Alex Conyngham aux côtés de son père, Lord Henry, qui est à l’origine de la distillerie.

It’s only rock’n’roll

«Je me suis retrouvé du jour au lendemain, dans un domaine irlandais historique, aux finances précaires. C’était en plein conflit nord-irlandais, au milieu d’une grève de la faim. Une période extrêmement sombre. Je voulais faire quelque chose de grand, qui devienne emblématique.» L’idée de la musique lui vient tout naturellement à l’esprit. Il se met à rêver à un show d’exception. À un concert en plein air, inoubliable. Il songe alors au tube Whiskey in the Jar des Dublinois Thin Lizzy (1973), qui lui paraît suffisamment puissant pour faire décoller son projet, et entreprend dans la foulée d’inviter le groupe à venir jouer.
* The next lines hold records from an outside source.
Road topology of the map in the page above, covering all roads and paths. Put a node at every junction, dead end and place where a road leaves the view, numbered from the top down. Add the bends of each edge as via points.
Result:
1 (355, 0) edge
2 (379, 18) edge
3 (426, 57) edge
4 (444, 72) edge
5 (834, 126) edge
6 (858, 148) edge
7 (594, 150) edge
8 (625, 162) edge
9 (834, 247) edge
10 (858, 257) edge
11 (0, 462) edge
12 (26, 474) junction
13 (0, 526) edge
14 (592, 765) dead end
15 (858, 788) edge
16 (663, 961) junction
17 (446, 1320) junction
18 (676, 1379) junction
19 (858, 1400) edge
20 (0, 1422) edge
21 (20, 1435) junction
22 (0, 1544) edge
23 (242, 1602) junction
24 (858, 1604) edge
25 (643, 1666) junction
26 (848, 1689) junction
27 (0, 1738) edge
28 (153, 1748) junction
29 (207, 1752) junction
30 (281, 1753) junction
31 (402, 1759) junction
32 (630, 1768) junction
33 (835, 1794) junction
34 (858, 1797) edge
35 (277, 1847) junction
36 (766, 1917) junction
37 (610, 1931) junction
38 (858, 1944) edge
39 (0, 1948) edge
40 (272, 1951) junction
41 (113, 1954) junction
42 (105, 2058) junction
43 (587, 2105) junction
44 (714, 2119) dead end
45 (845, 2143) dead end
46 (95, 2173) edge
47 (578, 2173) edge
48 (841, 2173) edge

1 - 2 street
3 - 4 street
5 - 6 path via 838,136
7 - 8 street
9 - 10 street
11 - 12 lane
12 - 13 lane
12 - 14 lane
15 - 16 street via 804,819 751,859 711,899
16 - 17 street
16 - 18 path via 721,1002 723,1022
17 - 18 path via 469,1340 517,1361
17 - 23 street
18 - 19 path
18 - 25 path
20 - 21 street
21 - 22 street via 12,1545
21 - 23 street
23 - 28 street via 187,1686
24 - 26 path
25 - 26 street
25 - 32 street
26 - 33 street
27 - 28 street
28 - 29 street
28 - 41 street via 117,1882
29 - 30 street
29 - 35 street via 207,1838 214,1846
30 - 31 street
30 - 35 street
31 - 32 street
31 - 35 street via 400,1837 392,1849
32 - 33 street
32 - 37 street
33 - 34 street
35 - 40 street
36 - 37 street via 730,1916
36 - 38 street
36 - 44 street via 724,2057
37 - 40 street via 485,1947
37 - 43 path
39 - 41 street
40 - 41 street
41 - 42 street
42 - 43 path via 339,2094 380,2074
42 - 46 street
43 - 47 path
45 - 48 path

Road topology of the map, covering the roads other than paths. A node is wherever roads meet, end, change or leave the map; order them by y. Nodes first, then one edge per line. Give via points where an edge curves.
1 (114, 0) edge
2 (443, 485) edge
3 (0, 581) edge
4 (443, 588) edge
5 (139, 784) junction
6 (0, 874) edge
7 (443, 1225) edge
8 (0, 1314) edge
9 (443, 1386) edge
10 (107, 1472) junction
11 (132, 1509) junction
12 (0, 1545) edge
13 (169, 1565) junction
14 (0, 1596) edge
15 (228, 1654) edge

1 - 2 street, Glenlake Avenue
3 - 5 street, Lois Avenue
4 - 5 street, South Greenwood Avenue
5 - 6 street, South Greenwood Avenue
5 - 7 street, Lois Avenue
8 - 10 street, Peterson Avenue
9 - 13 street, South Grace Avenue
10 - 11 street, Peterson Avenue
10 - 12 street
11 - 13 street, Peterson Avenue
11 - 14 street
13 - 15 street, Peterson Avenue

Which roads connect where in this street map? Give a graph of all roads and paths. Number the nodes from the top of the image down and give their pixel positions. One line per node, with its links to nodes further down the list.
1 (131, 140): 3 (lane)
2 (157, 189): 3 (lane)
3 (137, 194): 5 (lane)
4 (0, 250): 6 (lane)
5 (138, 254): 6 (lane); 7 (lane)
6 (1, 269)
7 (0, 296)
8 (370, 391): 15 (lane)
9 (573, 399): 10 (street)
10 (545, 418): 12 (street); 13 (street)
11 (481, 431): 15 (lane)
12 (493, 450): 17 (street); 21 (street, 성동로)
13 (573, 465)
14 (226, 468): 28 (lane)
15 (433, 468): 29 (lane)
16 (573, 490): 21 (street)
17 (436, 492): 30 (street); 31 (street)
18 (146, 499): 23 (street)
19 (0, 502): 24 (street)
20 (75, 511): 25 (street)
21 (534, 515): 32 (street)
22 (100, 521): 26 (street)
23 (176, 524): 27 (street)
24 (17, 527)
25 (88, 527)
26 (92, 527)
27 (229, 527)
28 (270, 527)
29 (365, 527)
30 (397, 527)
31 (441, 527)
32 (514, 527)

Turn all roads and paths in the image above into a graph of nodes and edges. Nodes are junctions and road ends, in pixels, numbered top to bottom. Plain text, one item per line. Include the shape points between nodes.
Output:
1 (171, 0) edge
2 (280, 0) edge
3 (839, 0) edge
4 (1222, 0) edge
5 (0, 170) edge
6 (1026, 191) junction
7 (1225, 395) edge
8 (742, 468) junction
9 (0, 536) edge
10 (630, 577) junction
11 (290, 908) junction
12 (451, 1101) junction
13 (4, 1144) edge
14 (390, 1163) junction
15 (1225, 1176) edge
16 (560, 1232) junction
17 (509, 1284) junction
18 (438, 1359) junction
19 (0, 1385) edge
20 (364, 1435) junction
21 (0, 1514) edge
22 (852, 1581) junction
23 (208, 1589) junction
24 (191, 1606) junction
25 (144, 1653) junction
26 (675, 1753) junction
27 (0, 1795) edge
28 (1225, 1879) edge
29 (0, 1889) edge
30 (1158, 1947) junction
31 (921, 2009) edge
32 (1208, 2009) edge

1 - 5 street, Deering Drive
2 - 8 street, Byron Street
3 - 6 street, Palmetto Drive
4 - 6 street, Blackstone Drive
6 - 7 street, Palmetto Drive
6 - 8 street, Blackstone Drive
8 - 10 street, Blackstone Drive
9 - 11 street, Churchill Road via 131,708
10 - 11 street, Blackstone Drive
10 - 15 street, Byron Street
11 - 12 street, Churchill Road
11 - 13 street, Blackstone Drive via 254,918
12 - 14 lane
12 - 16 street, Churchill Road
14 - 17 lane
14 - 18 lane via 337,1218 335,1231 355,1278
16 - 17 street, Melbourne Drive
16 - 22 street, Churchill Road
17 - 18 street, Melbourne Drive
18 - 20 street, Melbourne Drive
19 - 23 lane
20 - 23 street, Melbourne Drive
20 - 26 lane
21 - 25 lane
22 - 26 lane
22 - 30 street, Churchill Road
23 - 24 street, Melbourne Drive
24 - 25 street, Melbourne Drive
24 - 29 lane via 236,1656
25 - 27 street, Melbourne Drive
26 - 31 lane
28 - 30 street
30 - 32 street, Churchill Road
Le concert qui s’est tenu sur la pelouse devant la façade du manoir familial est devenu un événement annuel auquel assistent en moyenne quelque 83 000 spectateurs. On verra autant de témoignages de sa renommée au Browne’s Bar, le nouveau restaurant de la distillerie, où sont accrochées des photos de lord Henry en compagnie des plus grands noms, de Bruce Springsteen à Freddy Mercury en passant par Robin Williams. «J’ai fait pour Slane ce que mon grand-père a fait pour Navan. C’est mon héros. Il a fondé Navan Carpets, la fabrique de tapis et de revêtements de sol», explique lord Henry, soulignant le fait que l’entreprise de son père avait créé des emplois et apporté une bouffée d’oxygène à l’économie de cette bourgade. Comment donc est venue l’idée de la distillerie ?

 

Mais la journaliste que je suis avait maladroitement formulé sa question : «C’est donc Alex qui a eu l’idée de la distillerie ?», avais-je demandé. «Non, rétorque Henry. La distillerie, c’était mon idée. Cela peut paraître curieux, mais j’ai eu l’idée de bien des choses qui concernent Slane. Pour renforcer Slane, je me suis dit que nous devions lui adjoindre un produit.» Il marque une pause, pris d’une quinte de toux. «Excusez-moi, je viens de sortir de l’hôpital, je ne suis pas en très bonne forme.» «Ce produit, c’est le whisky», ajoute Alex, complétant la phrase inachevée de son père. Les deux se sont rencontrés tard le soir avant le concert de 2015 quand, dans un moment d’effervescence, alors qu’il fallait régler les derniers détails, ils ont signé l’accord de vente de toutes leurs actions à la société américaine Brown Forman qui investirait en contrepartie 50 millions de dollars dans la distillerie et la marque. Cependant, même dans le cadre d’une association de cette importance, la famille demeure prioritaire. «Ce qui est formidable dans ce projet, c’est d’avoir la chance de travailler avec mon père, précise Alex. La seule façon de survivre pour des familles comme la nôtre, c’est de planifier en ayant systématiquement à l’esprit la génération suivante, et au-delà. On organise bien plus efficacement les choses pour l’avenir quand on peut travailler ensemble, car cela permet d’avoir une vision à long terme plus précise. Ce faisant, il s’est bien amusé, et moi aussi. Car cela, il ne faut pas non plus l’oublier.»